Using SEC Pricing as of December 31, 2017, we had estimated total proved reserves of 141,384 MBoe. For the three months ended June 30, 2018, we had average production of approximately 26.5 MBoe/d, of which approximately 80% was oil. In California, our average production for the three months ended June 30, 2018 was 18.8 MBoe/d, of which approximately 100% was oil.






26




Chapter 11 Bankruptcy and Our Emergence

In 2013, the Linn Entities acquired our predecessor company in exchange for LinnCo shares and the assumption of debt with an aggregate value of $4.6 billion. A severe industry downturn, coupled with high leverage and significant fixed charges, led the Linn Entities and, consequently, our predecessor company to initiate the Chapter 11 Proceedings on May 11, 2016.

On February 28, 2017, Berry LLC emerged from bankruptcy as a stand-alone company and wholly-owned subsidiary of Berry Corp. with new management, a new board of directors and new ownership. Through the Chapter 11 Proceedings, the Company significantly improved its financial position from that of Berry LLC while it was owned by the Linn Entities. These improvements included:

• the elimination of approximately $1.3 billion of debt and more than $76 million of annualized interest expense;
• the termination of, or renegotiation of more favorable terms for, several firm transportation and oil sales contracts;
• the anticipated reduction in recurring general and administrative costs as a stand-alone company by following a lean operating model.

On the Effective Date, Berry LLC consummated the following reorganization transactions in accordance with the Plan:

• Linn Acquisition Company, LLC transferred 100% of the outstanding membership interests in Berry LLC to Berry Corp. pursuant to the Assignment Agreement. Under the Assignment Agreement, Berry LLC became a wholly-owned operating subsidiary of Berry Corp.

• The holders of claims under the Pre-Emergence Credit Facility, received (i) their pro rata share of a cash paydown and (ii) pro rata participation in the Emergence Credit Facility.

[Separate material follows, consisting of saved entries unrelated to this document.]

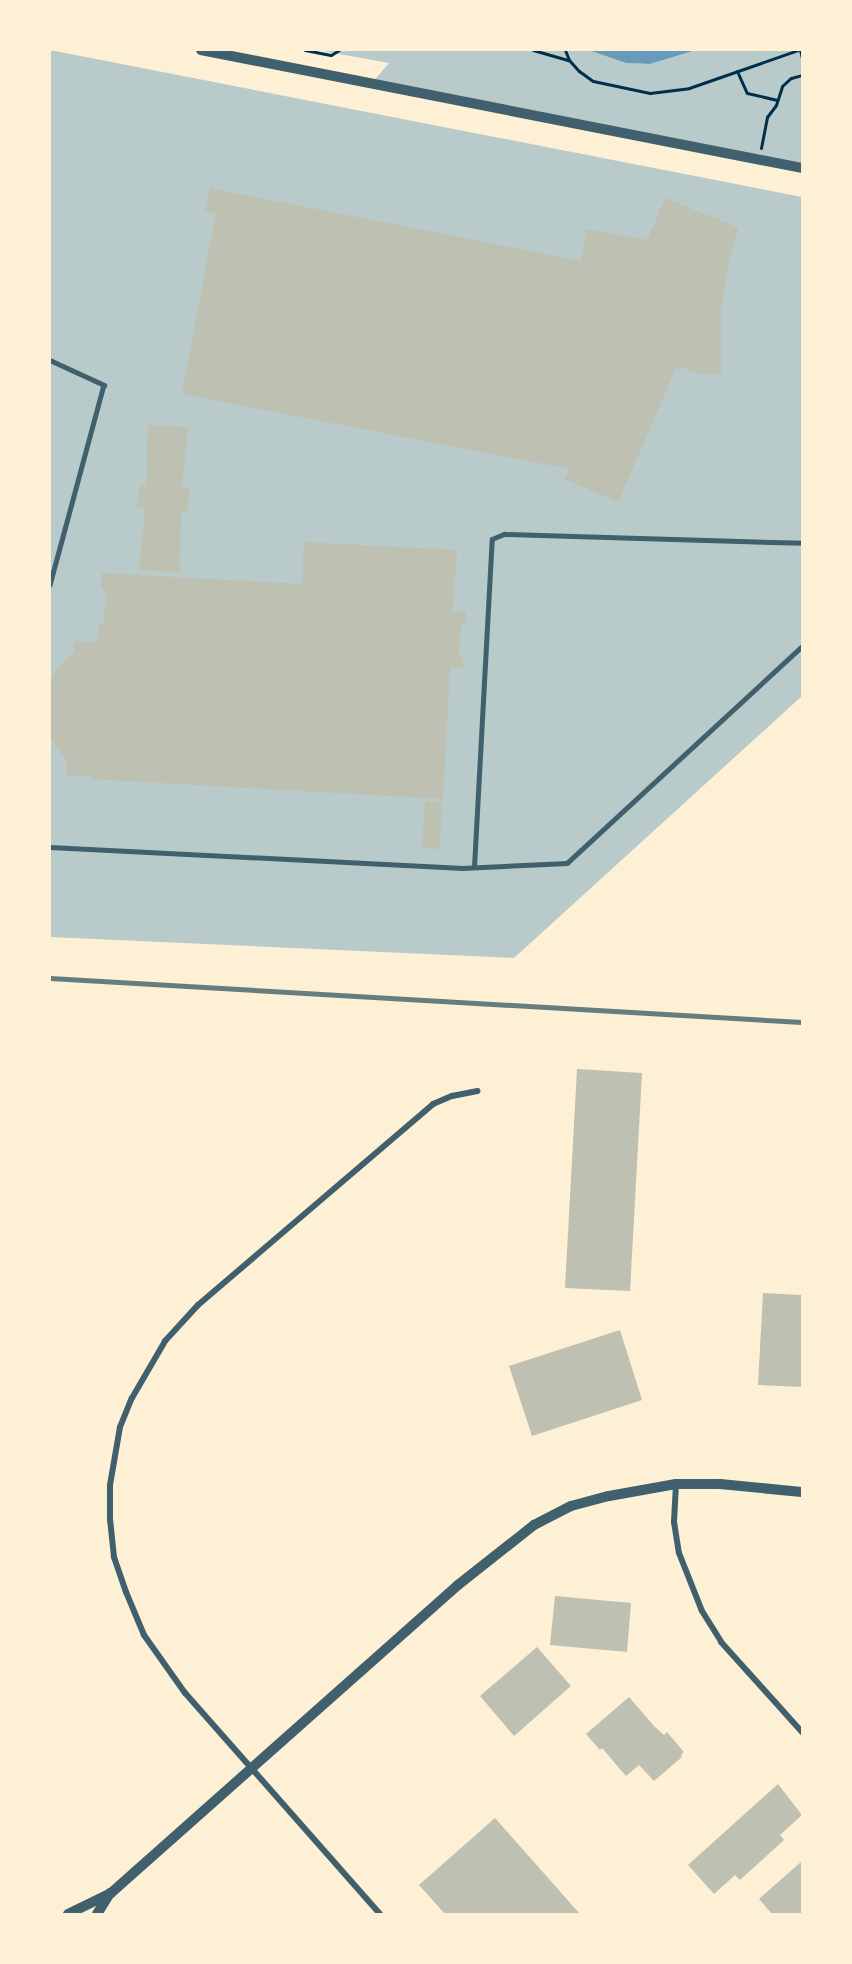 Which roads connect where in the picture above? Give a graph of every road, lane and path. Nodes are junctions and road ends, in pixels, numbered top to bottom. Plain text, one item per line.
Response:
1 (201, 50) edge
2 (305, 50) edge
3 (339, 50) edge
4 (533, 50) edge
5 (565, 50) edge
6 (799, 50) edge
7 (802, 58) edge
8 (569, 60) junction
9 (737, 71) junction
10 (802, 75) edge
11 (777, 100) junction
12 (759, 159) junction
13 (802, 168) edge
14 (50, 360) edge
15 (802, 543) edge
16 (50, 585) edge
17 (802, 646) edge
18 (50, 847) edge
19 (474, 867) junction
20 (478, 1091) dead end
21 (676, 1484) junction
22 (802, 1492) edge
23 (802, 1732) edge
24 (252, 1769) junction
25 (111, 1893) junction
26 (68, 1914) edge
27 (97, 1914) edge
28 (380, 1914) edge

1 - 12 street
2 - 3 path
4 - 8 path
5 - 8 path
6 - 7 path
6 - 9 path
8 - 9 path
9 - 11 path
10 - 11 path
11 - 12 path
12 - 13 street
14 - 16 lane
15 - 19 lane
17 - 19 lane
18 - 19 lane
20 - 24 street
21 - 22 street
21 - 23 street
21 - 24 street
24 - 25 street
24 - 28 street
25 - 26 street
25 - 27 street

As a result, all outstanding obligations under the Pre-Emergence Credit Facility were canceled and the agreements governing these obligations were terminated.

• Berry LLC, as borrower, entered into the Emergence Credit Facility with the holders of claims under the Pre-Emergence Credit Facility, as lenders, and Wells Fargo Bank, N.A., as administrative agent, providing for a new reserve-based revolving loan with up to $550 million in borrowing commitments.

• The holders of Berry LLC’s Unsecured Notes received a right to their pro rata share of either (i) 32,920,000 shares of common stock in Berry Corp. or, for those non-accredited investors that irrevocably elected to receive a cash recovery, cash distributions from the Cash Distribution Pool and (ii) specified rights to participate the Berry Rights Offerings. As a result, all outstanding obligations under the Unsecured Notes were canceled and the indentures and related agreements governing these obligations were terminated.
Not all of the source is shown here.